Historic goldmines, Gabriels Gully
Image: DOC

Introduction

Today you can stand on the spot where history was made and imagine the moment when Gabriel Read saw the "gold shining like the stars in Orion on a dark frosty night”.

At first glance the valley may seem unexceptional but you can marvel at the landscape transformed by the vast scale of mining – the original gully floor was 50 m below today’s level. The miners literally moved mountains. 

It triggered the country’s first major gold rush with a wave of prospectors descending on the gold fields. The population of Dunedin rocketed and Otago was transformed into the wealthiest province of New Zealand. The economic spin-off from gold mining was a massive boost to the young New Zealand economy.

Gabriel Read's gold find 1861

Prospector Gabriel Read (1825–1894) found gold in the gully on 25 May 1861. Read was equipped with a 'tin dish, a butcher's knife and a spade' digging in the creek bed. After working through a metre of gravel Read reached soft slate, and in his well known words 'saw the gold shining like the stars in Orion on a dark frosty night.' This discovery changed the future of Otago.

Early gold mining 1861–1862

Hundreds of people left their jobs and flocked to the gold field; 256 ships arrived at Port Chalmers in 1861 carrying hopeful prospectors. There was a 100 km walk between Dunedin and the Tuapeka gold fields in often harsh conditions carrying supplies.

Early photographs of Gabriel's Gully show a scattering of tents on the valley floor and the lower slopes of the surrounding hills, with piles of stones from the individual workings like mole hills across the valley floor. The first claims were 24 ft (8 m) square, worked with a cradle or pan to separate the gold from the wash dirt.

The life of the alluvial gold miner is the stuff of national imagination: their distinctive lifestyle based around chasing the illusive ore, working hard, playing equally hard, with a sense of adventure, shaped the identity of Central Otago.

Gold returns from Lawrence (and this is not just the Gabriel's Gully field) were 171,038 ounces in 1861 and 199,547 ounces in 1862, thereafter dropping away.
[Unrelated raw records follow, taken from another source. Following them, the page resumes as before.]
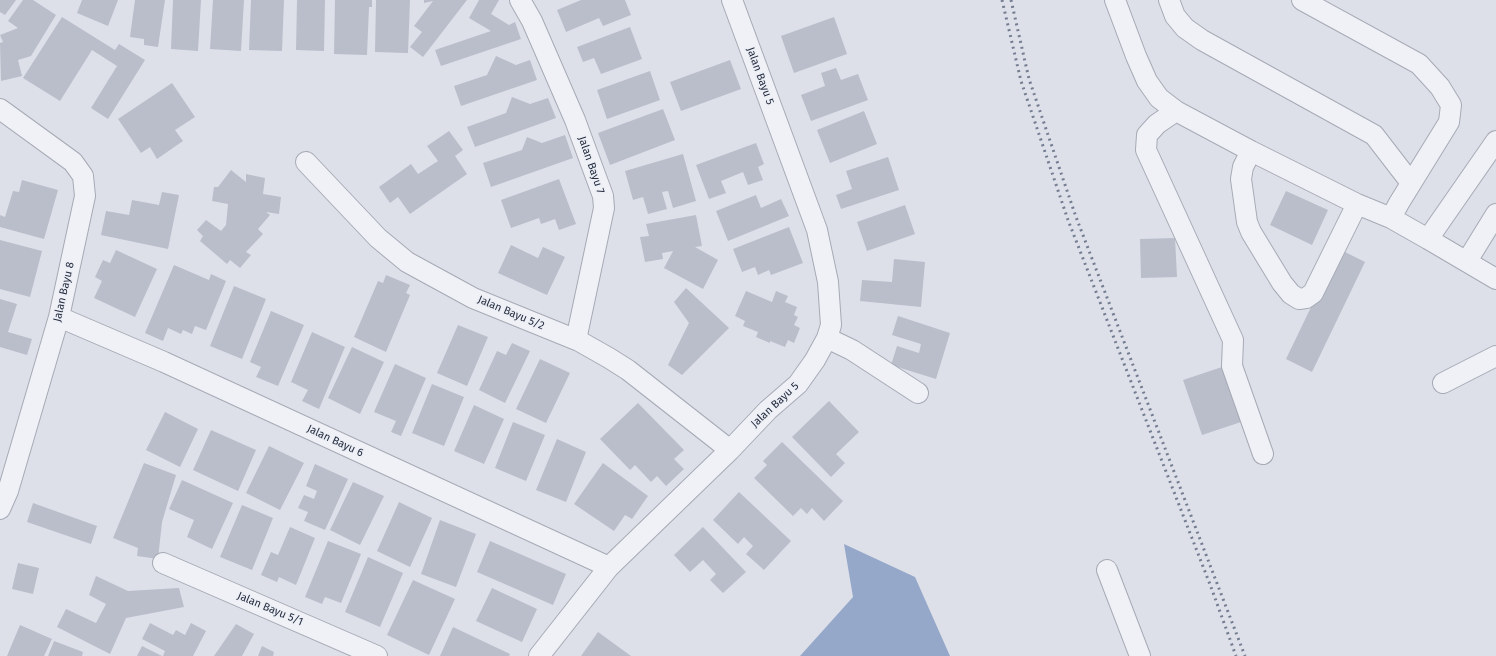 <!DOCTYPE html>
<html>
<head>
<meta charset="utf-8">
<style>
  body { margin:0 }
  canvas { display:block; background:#dde0e8 }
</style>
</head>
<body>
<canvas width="1496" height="656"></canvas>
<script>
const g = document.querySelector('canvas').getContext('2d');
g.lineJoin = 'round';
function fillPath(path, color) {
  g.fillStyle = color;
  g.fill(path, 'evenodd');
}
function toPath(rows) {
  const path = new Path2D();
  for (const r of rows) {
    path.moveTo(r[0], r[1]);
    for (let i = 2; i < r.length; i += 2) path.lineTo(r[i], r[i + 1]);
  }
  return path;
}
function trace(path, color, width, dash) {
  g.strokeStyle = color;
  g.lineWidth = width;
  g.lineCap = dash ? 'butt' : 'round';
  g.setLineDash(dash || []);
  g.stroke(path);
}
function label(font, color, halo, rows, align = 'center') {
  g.font = font + ' "Fira Sans",sans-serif';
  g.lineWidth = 3;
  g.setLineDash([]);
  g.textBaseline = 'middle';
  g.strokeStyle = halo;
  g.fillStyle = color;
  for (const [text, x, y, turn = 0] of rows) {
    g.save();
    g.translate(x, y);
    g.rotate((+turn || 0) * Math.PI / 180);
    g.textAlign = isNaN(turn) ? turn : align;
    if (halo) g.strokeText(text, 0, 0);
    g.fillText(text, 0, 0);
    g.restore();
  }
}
fillPath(toPath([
  [844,544,915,577,950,656,800,656,853,597]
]), '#95a8ca');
fillPath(toPath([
  [0,0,16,0,5,15,0,12],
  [23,0,33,0,56,15,31,56,18,60,22,76,1,81,0,43,3,42,0,35,18,28,8,21],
  [82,0,118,0,108,26,77,13],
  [135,0,165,0,158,47,144,45,144,39,130,37],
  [173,0,201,0,198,51,171,49],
  [213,0,244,0,241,51,210,49],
  [251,0,284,0,282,51,249,50],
  [297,0,325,0,324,51,296,50],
  [335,0,372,0,372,7,369,7,367,55,334,54],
  [376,0,410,0,408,53,375,52],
  [424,0,467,0,423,57,410,47,422,32,414,26,433,1,424,3],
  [479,0,499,0,491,14,509,25,515,22,521,39,441,66,435,50,491,31,469,18],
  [581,0,625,0,631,15,603,26,599,18,566,32,557,10],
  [62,17,115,50,119,44,145,60,108,119,91,108,117,66,92,50,60,101,23,78],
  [834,17,847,54,794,73,781,36],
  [630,27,642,59,601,74,594,58,583,62,577,47],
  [496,56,516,65,530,60,537,80,461,106,454,86,487,75],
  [730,60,741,89,681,111,670,82],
  [836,68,841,80,858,74,868,100,811,121,801,95,825,86,821,73],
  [650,71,660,100,607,119,597,90],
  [172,83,195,117,175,130,183,141,157,159,150,147,141,153,118,119],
  [512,97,530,104,548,98,556,118,475,147,467,127,506,113],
  [663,109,675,140,610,165,598,133],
  [864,111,877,144,830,163,817,130],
  [449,131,463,150,455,156,467,174,410,214,398,197,390,203,379,187,411,164,418,174,438,161,427,146],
  [565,135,573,158,491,187,483,163,522,150,527,137,542,143],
  [756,143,764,164,758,167,763,180,748,185,743,172,721,181,726,193,709,199,696,165],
  [683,154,696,201,673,208,668,191,662,192,667,209,648,214,643,197,633,200,625,171],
  [888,157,899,190,841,209,836,195,852,189,846,171],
  [231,170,246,182,246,174,265,178,263,194,281,197,279,214,266,212,270,215,258,229,263,234,246,252,251,255,240,268,230,260,227,264,200,241,203,236,197,230,206,220,221,231,226,225,228,204,212,201,214,187,218,187],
  [559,179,576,224,559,230,555,219,541,224,539,218,511,228,501,200],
  [22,180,58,190,44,239,0,227,0,215,5,217,13,191,19,192],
  [1286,191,1328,210,1312,245,1270,225],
  [162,192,179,195,168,249,101,235,106,211,129,215,132,200,159,205],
  [756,195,761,208,781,199,789,216,728,241,716,211],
  [905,205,915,234,867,251,857,222],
  [696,215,702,246,695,247,718,260,703,289,664,268,673,251,662,253,663,259,645,262,640,237,649,236,646,224],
  [789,227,803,263,771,275,769,270,758,275,755,267,742,272,733,249],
  [1175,238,1177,277,1141,278,1140,239],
  [0,240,42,251,30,297,0,289],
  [511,245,538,258,543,247,565,257,547,295,498,273],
  [1339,249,1365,262,1312,372,1286,359],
  [116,250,157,269,135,317,94,298,102,281,95,277,103,260,110,263],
  [894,259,925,262,921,307,860,301,862,280,892,282],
  [174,265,209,280,211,274,226,281,206,330,195,326,192,334,183,330,181,334,168,328,163,341,145,333],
  [386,275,410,285,406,293,410,295,386,352,354,337,378,281,383,283],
  [234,286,266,299,242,359,210,346],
  [686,288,729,328,682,375,668,365,689,323,674,302],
  [746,291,772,302,776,291,788,296,785,302,797,307,794,315,798,317,794,325,800,328,794,343,788,340,785,347,770,341,770,343,756,337,758,332,743,326,745,321,735,316],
  [0,299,17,304,8,332,32,339,27,355,0,347],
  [271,311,304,325,278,386,256,377,261,367,250,362],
  [898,316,950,333,936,379,891,365,897,346,919,353,921,344,892,335],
  [458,325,488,337,467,386,437,373],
  [312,332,345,347,319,409,302,401,308,390,291,382],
  [512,343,530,351,505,403,479,390,497,351,506,355],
  [352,347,384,362,360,414,328,398],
  [540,359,570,373,546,423,516,409],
  [395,364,426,378,401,436,391,432,396,421,374,412],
  [1222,367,1241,422,1202,435,1183,380],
  [432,384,464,397,444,446,412,433],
  [829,401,859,432,836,454,845,463,831,477,792,437],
  [638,403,684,450,674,459,684,469,666,486,657,476,651,482,635,465,630,470,600,439],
  [474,405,504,419,484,464,454,451],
  [165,412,198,429,180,467,146,450],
  [513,422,545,435,526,481,495,468],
  [211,430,256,450,238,491,193,470],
  [557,439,586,452,566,502,536,490],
  [782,442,843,501,824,521,812,508,807,514,801,508,793,516,754,478,767,465,763,461],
  [269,446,304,463,280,510,246,493],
  [144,463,176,475,162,522,158,559,137,556,138,548,113,538],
  [603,463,648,496,632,519,625,515,614,531,574,504],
  [315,464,348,479,325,530,304,521,308,512,298,508,304,495,314,499,317,491,306,486],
  [182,480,233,503,212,549,187,537,194,520,169,509],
  [353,482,384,496,360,545,330,530],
  [739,492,791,541,764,570,746,554,753,546,744,537,738,544,713,520],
  [399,502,432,518,410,567,377,551],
  [33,503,97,526,91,544,27,522],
  [242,505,273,518,252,570,220,557],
  [440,520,476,534,456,587,421,574],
  [290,527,315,538,296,585,279,577,277,582,261,575,271,552,278,555],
  [703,527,746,572,723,593,710,580,716,574,703,560,690,572,674,555],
  [328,541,361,554,341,603,325,597,322,604,305,597],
  [490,541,566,574,553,605,477,572],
  [368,557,403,573,380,627,345,612],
  [18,563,39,568,33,594,12,589],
  [96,576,128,591,179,588,184,607,126,618,110,654,57,627,66,609,96,623,106,604,89,595],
  [413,580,455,599,429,655,387,635],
  [492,588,537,609,522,642,476,621],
  [150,623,173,635,176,630,185,635,191,623,206,631,193,656,163,656,165,651,142,639],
  [236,624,254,634,242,656,214,656],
  [20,625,52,639,44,656,7,656],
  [453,627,510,654,509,656,440,656],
  [598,632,631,656,581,656],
  [54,641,83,652,82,656,48,656],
  [142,646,162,656,137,656],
  [262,646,274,652,273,656,258,656]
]), '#babecb');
const minor = toPath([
  [520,0,532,21,575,120,603,196,604,208,576,340],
  [1115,0,1136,56,1147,81,1159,98,1176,111,1157,124,1147,135,1146,150,1233,340,1232,366,1263,454],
  [1169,0,1175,16,1185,28,1202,40,1374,135,1411,183],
  [1302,0,1419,64,1440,87,1451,105,1449,122,1399,203,1391,218],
  [0,109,73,162,83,176,85,196,59,317,8,491,0,509],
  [1176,111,1251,151,1357,204,1391,218,1428,239],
  [1496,141,1428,239,1496,279],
  [1251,151,1243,167,1241,179,1247,222,1251,232,1282,283,1291,294,1299,299,1306,298,1313,293,1357,204],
  [306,162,378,238,407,262,473,298,579,341,609,358,628,370,730,450],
  [1467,261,1496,214],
  [59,317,164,362,609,567],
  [827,338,852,350,918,393],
  [1443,383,1496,356],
  [163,563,377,656],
  [1107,570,1140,656],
  [539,656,609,567,730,450,768,410,798,384,815,360,827,338,831,325,828,282,817,230,732,0]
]);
trace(minor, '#a6aab5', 22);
trace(minor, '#f0f1f6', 20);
trace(toPath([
  [1002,0,1021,81,1068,220,1211,587,1236,656],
  [1011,0,1029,79,1076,217,1245,656]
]), '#757d92', 3, [2, 4]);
label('11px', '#252c3f', '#eceff5', [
  ["Jalan Bayu 5",760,76,70],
  ["Jalan Bayu 7",591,165,71],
  ["Jalan Bayu 8",64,292,-77],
  ["Jalan Bayu 5/2",511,313,23],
  ["Jalan Bayu 5",775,405,-43],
  ["Jalan Bayu 6",335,441,25],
  ["Jalan Bayu 5/1",270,609,23]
]);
</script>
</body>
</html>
As a consequence Otago became the wealthiest and most populated province in the country.

Developing the gold mine

By 1863 this was no longer a field for individual miners as more elaborate technology was required to extract the gold. Companies were formed and sluicing and later, blasting, became the dominant method of mining. By 1865 there were 542 miles of water races at the Tuapeka goldfields.

Mining using hydraulic elevating began at Gabriel's Gully in the 1880s enabling old tailings to be reworked with a small labour force. Seven major companies were involved in the 1880s. These ventures were combined into the Blue Spur and Gabriel's Gully Consolidated Company in 1888. This company operated until 1912 when it was finally wound up having won 51,500 oz gold.

In 1911 the jubilee of Gabriel Read's discovery was celebrated with processions and a reunion of the 280 surviving miners from 1861. Over 2500 people attended the festivities.

Later mining

There was some mining during the Depression years of the 1930s when individual miners returned to the 1860s technology, mining with pick, shovel, pan and cradle. Mining finally ended in that decade, making Gabriel's Gully and the associated Blue Spur the longest operative goldfield in Otago.